> **DIRECTIONS FOR THIS TASK**: Only the lines with "Highland" in them need to be copied from the listing.
————
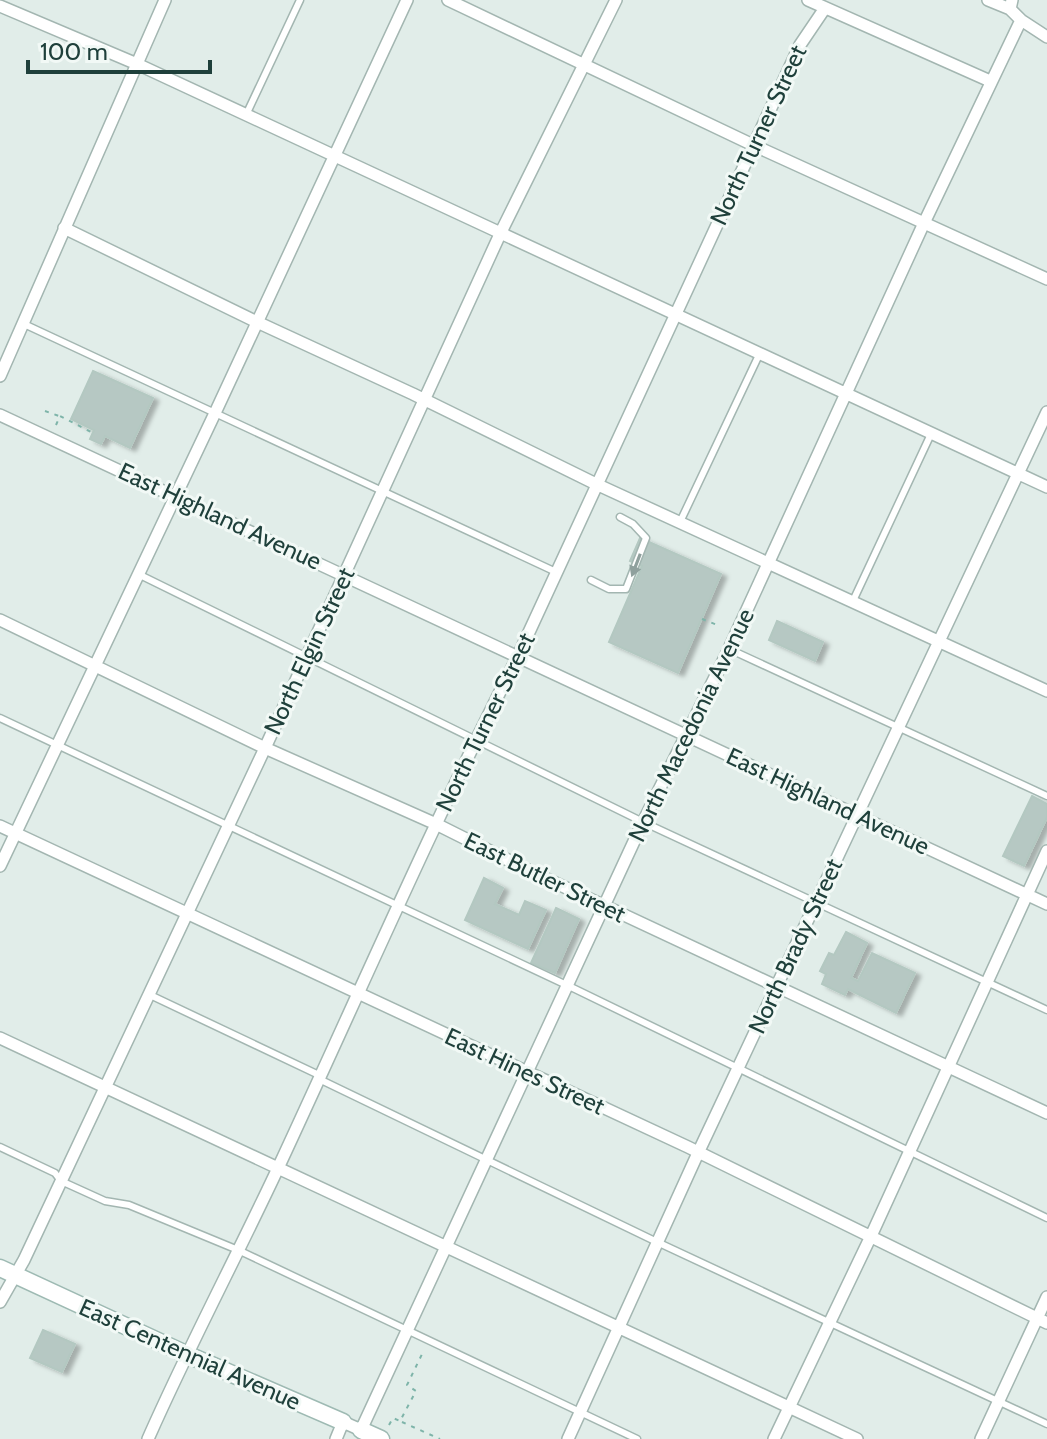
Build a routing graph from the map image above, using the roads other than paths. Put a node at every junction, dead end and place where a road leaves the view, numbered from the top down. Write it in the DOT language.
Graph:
graph roads {
  1 [pos="165,0"];
  2 [pos="300,0"];
  3 [pos="407,0"];
  4 [pos="448,0"];
  5 [pos="616,0"];
  6 [pos="808,0"];
  7 [pos="988,0"];
  8 [pos="1011,5"];
  9 [pos="0,6"];
  10 [pos="825,8"];
  11 [pos="1021,20"];
  12 [pos="1047,37"];
  13 [pos="585,63"];
  14 [pos="137,64"];
  15 [pos="990,81"];
  16 [pos="246,115"];
  17 [pos="753,145"];
  18 [pos="335,157"];
  19 [pos="924,223"];
  20 [pos="64,228"];
  21 [pos="501,232"];
  22 [pos="1047,279"];
  23 [pos="675,313"];
  24 [pos="257,322"];
  25 [pos="24,324"];
  26 [pos="759,355"];
  27 [pos="0,376"];
  28 [pos="846,394"];
  29 [pos="424,400"];
  30 [pos="1047,412"];
  31 [pos="215,413"];
  32 [pos="0,415"];
  33 [pos="931,434"];
  34 [pos="1018,474"];
  35 [pos="596,484"];
  36 [pos="1047,487"];
  37 [pos="383,490"];
  38 [pos="175,496"];
  39 [pos="620,517"];
  40 [pos="680,522"];
  41 [pos="768,565"];
  42 [pos="556,572"];
  43 [pos="137,573"];
  44 [pos="344,574"];
  45 [pos="591,580"];
  46 [pos="852,603"];
  47 [pos="0,620"];
  48 [pos="938,642"];
  49 [pos="729,649"];
  50 [pos="518,656"];
  51 [pos="306,657"];
  52 [pos="94,665"];
  53 [pos="1047,691"];
  54 [pos="0,718"];
  55 [pos="898,729"];
  56 [pos="687,735"];
  57 [pos="477,738"];
  58 [pos="56,745"];
  59 [pos="265,748"];
  60 [pos="1047,796"];
  61 [pos="857,814"];
  62 [pos="643,822"];
  63 [pos="436,824"];
  64 [pos="0,826"];
  65 [pos="228,826"];
  66 [pos="15,833"];
  67 [pos="1047,851"];
  68 [pos="0,866"];
  69 [pos="1026,894"];
  70 [pos="817,902"];
  71 [pos="1047,904"];
  72 [pos="604,906"];
  73 [pos="398,908"];
  74 [pos="187,912"];
  75 [pos="987,982"];
  76 [pos="566,985"];
  77 [pos="776,987"];
  78 [pos="360,992"];
  79 [pos="148,994"];
  80 [pos="1047,1010"];
  81 [pos="0,1038"];
  82 [pos="738,1068"];
  83 [pos="947,1068"];
  84 [pos="527,1071"];
  85 [pos="320,1078"];
  86 [pos="104,1087"];
  87 [pos="1047,1113"];
  88 [pos="0,1147"];
  89 [pos="910,1151"];
  90 [pos="698,1153"];
  91 [pos="486,1159"];
  92 [pos="277,1170"];
  93 [pos="61,1181"];
  94 [pos="1047,1218"];
  95 [pos="871,1236"];
  96 [pos="657,1242"];
  97 [pos="445,1247"];
  98 [pos="238,1250"];
  99 [pos="7,1272"];
  100 [pos="1047,1297"];
  101 [pos="0,1302"];
  102 [pos="1042,1320"];
  103 [pos="831,1322"];
  104 [pos="618,1329"];
  105 [pos="405,1331"];
  106 [pos="186,1354"];
  107 [pos="998,1401"];
  108 [pos="791,1408"];
  109 [pos="580,1413"];
  110 [pos="343,1422"];
  111 [pos="1047,1424"];
  112 [pos="361,1430"];
  113 [pos="384,1433"];
  114 [pos="148,1439"];
  115 [pos="336,1439"];
  116 [pos="568,1439"];
  117 [pos="637,1439"];
  118 [pos="774,1439"];
  119 [pos="857,1439"];
  120 [pos="981,1439"];
  1 -- 14 [label="street"];
  2 -- 16 [label="lane"];
  3 -- 18 [label="street"];
  4 -- 13 [label="street"];
  5 -- 13 [label="street, North Elgin Street"];
  6 -- 10 [label="street"];
  7 -- 8 [label="street"];
  8 -- 11 [label="street"];
  9 -- 14 [label="street"];
  10 -- 15 [label="street"];
  10 -- 17 [label="street, North Turner Street"];
  11 -- 12 [label="street"];
  11 -- 15 [label="street, North Macedonia Avenue"];
  13 -- 17 [label="street"];
  13 -- 21 [label="street, North Elgin Street"];
  14 -- 16 [label="street"];
  14 -- 20 [label="street"];
  15 -- 19 [label="street, North Macedonia Avenue"];
  16 -- 18 [label="street"];
  17 -- 19 [label="street"];
  17 -- 23 [label="street, North Turner Street"];
  18 -- 21 [label="street"];
  18 -- 24 [label="street"];
  19 -- 22 [label="street"];
  19 -- 28 [label="street, North Macedonia Avenue"];
  20 -- 24 [label="street"];
  20 -- 25 [label="street"];
  21 -- 23 [label="street"];
  21 -- 29 [label="street, North Elgin Street"];
  23 -- 26 [label="street"];
  23 -- 35 [label="street, North Turner Street"];
  24 -- 29 [label="street"];
  24 -- 31 [label="street"];
  25 -- 27 [label="street"];
  25 -- 31 [label="lane"];
  26 -- 28 [label="street"];
  26 -- 40 [label="lane"];
  28 -- 33 [label="street"];
  28 -- 41 [label="street, North Macedonia Avenue"];
  29 -- 35 [label="street"];
  29 -- 37 [label="street, North Elgin Street"];
  30 -- 34 [label="street, North Brady Street"];
  31 -- 37 [label="lane"];
  31 -- 38 [label="street"];
  32 -- 38 [label="street, East Highland Avenue"];
  33 -- 34 [label="street"];
  33 -- 46 [label="lane"];
  34 -- 36 [label="street"];
  34 -- 48 [label="street, North Brady Street"];
  35 -- 40 [label="street"];
  35 -- 42 [label="street, North Turner Street"];
  37 -- 42 [label="lane"];
  37 -- 44 [label="street, North Elgin Street"];
  38 -- 43 [label="street"];
  38 -- 44 [label="street, East Highland Avenue"];
  39 -- 45 [label="lane, one-way"];
  40 -- 41 [label="street"];
  41 -- 46 [label="street"];
  41 -- 49 [label="street, North Macedonia Avenue"];
  42 -- 50 [label="street, North Turner Street"];
  43 -- 51 [label="lane"];
  43 -- 52 [label="street"];
  44 -- 50 [label="street, East Highland Avenue"];
  44 -- 51 [label="street, North Elgin Street"];
  46 -- 48 [label="street"];
  47 -- 52 [label="street, East Butler Street"];
  48 -- 53 [label="street"];
  48 -- 55 [label="street, North Brady Street"];
  49 -- 55 [label="lane"];
  49 -- 56 [label="street, North Macedonia Avenue"];
  50 -- 56 [label="street, East Highland Avenue"];
  50 -- 57 [label="street, North Turner Street"];
  51 -- 57 [label="lane"];
  51 -- 59 [label="street, North Elgin Street"];
  52 -- 58 [label="street"];
  52 -- 59 [label="street, East Butler Street"];
  54 -- 58 [label="lane"];
  55 -- 60 [label="lane"];
  55 -- 61 [label="street, North Brady Street"];
  56 -- 61 [label="street, East Highland Avenue"];
  56 -- 62 [label="street, North Macedonia Avenue"];
  57 -- 62 [label="lane"];
  57 -- 63 [label="street, North Turner Street"];
  58 -- 65 [label="lane"];
  58 -- 66 [label="street"];
  59 -- 63 [label="street, East Butler Street"];
  59 -- 65 [label="street, North Elgin Street"];
  61 -- 69 [label="street, East Highland Avenue"];
  61 -- 70 [label="street, North Brady Street"];
  62 -- 70 [label="lane"];
  62 -- 72 [label="street, North Macedonia Avenue"];
  63 -- 72 [label="street, East Butler Street"];
  63 -- 73 [label="street, North Turner Street"];
  64 -- 66 [label="street, East Hines Street"];
  65 -- 73 [label="lane"];
  65 -- 74 [label="street, North Elgin Street"];
  66 -- 68 [label="street"];
  66 -- 74 [label="street, East Hines Street"];
  67 -- 69 [label="street"];
  69 -- 71 [label="street, East Highland Avenue"];
  69 -- 75 [label="street"];
  70 -- 75 [label="lane"];
  70 -- 77 [label="street, North Brady Street"];
  72 -- 76 [label="street, North Macedonia Avenue"];
  72 -- 77 [label="street, East Butler Street"];
  73 -- 76 [label="lane"];
  73 -- 78 [label="street, North Turner Street"];
  74 -- 78 [label="street, East Hines Street"];
  74 -- 79 [label="street, North Elgin Street"];
  75 -- 80 [label="lane"];
  75 -- 83 [label="street"];
  76 -- 82 [label="lane"];
  76 -- 84 [label="street, North Macedonia Avenue"];
  77 -- 82 [label="street, North Brady Street"];
  77 -- 83 [label="street, East Butler Street"];
  78 -- 84 [label="street, East Hines Street"];
  78 -- 85 [label="street, North Turner Street"];
  79 -- 85 [label="lane"];
  79 -- 86 [label="street, North Elgin Street"];
  81 -- 86 [label="street"];
  82 -- 89 [label="lane"];
  82 -- 90 [label="street, North Brady Street"];
  83 -- 87 [label="street, East Butler Street"];
  83 -- 89 [label="street"];
  84 -- 90 [label="street, East Hines Street"];
  84 -- 91 [label="street, North Macedonia Avenue"];
  85 -- 91 [label="lane"];
  85 -- 92 [label="street, North Turner Street"];
  86 -- 92 [label="street"];
  86 -- 93 [label="street, North Elgin Street"];
  88 -- 93 [label="lane"];
  89 -- 94 [label="lane"];
  89 -- 95 [label="street"];
  90 -- 95 [label="street, East Hines Street"];
  90 -- 96 [label="street, North Brady Street"];
  91 -- 96 [label="lane"];
  91 -- 97 [label="street, North Macedonia Avenue"];
  92 -- 97 [label="street"];
  92 -- 98 [label="street, North Turner Street"];
  93 -- 98 [label="lane"];
  93 -- 99 [label="street, North Elgin Street"];
  95 -- 102 [label="street, East Hines Street"];
  95 -- 103 [label="street"];
  96 -- 103 [label="lane"];
  96 -- 104 [label="street, North Brady Street"];
  97 -- 104 [label="street"];
  97 -- 105 [label="street, North Macedonia Avenue"];
  98 -- 105 [label="lane"];
  98 -- 106 [label="street, North Turner Street"];
  99 -- 101 [label="street, North Elgin Street"];
  99 -- 106 [label="street, East Centennial Avenue"];
  100 -- 102 [label="street"];
  102 -- 107 [label="street"];
  103 -- 107 [label="lane"];
  103 -- 108 [label="street"];
  104 -- 108 [label="street"];
  104 -- 109 [label="street, North Brady Street"];
  105 -- 109 [label="lane"];
  105 -- 112 [label="street, North Macedonia Avenue"];
  106 -- 110 [label="street, East Centennial Avenue"];
  106 -- 114 [label="street, North Turner Street"];
  107 -- 111 [label="lane"];
  107 -- 120 [label="street"];
  108 -- 118 [label="street"];
  108 -- 119 [label="street"];
  109 -- 116 [label="street, North Brady Street"];
  109 -- 117 [label="lane"];
  110 -- 112 [label="street, East Centennial Avenue"];
  110 -- 115 [label="street"];
  112 -- 113 [label="street, East Centennial Avenue"];
}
————
> **ANSWER SPACE**:
  32 -- 38 [label="street, East Highland Avenue"];
  38 -- 44 [label="street, East Highland Avenue"];
  44 -- 50 [label="street, East Highland Avenue"];
  50 -- 56 [label="street, East Highland Avenue"];
  56 -- 61 [label="street, East Highland Avenue"];
  61 -- 69 [label="street, East Highland Avenue"];
  69 -- 71 [label="street, East Highland Avenue"];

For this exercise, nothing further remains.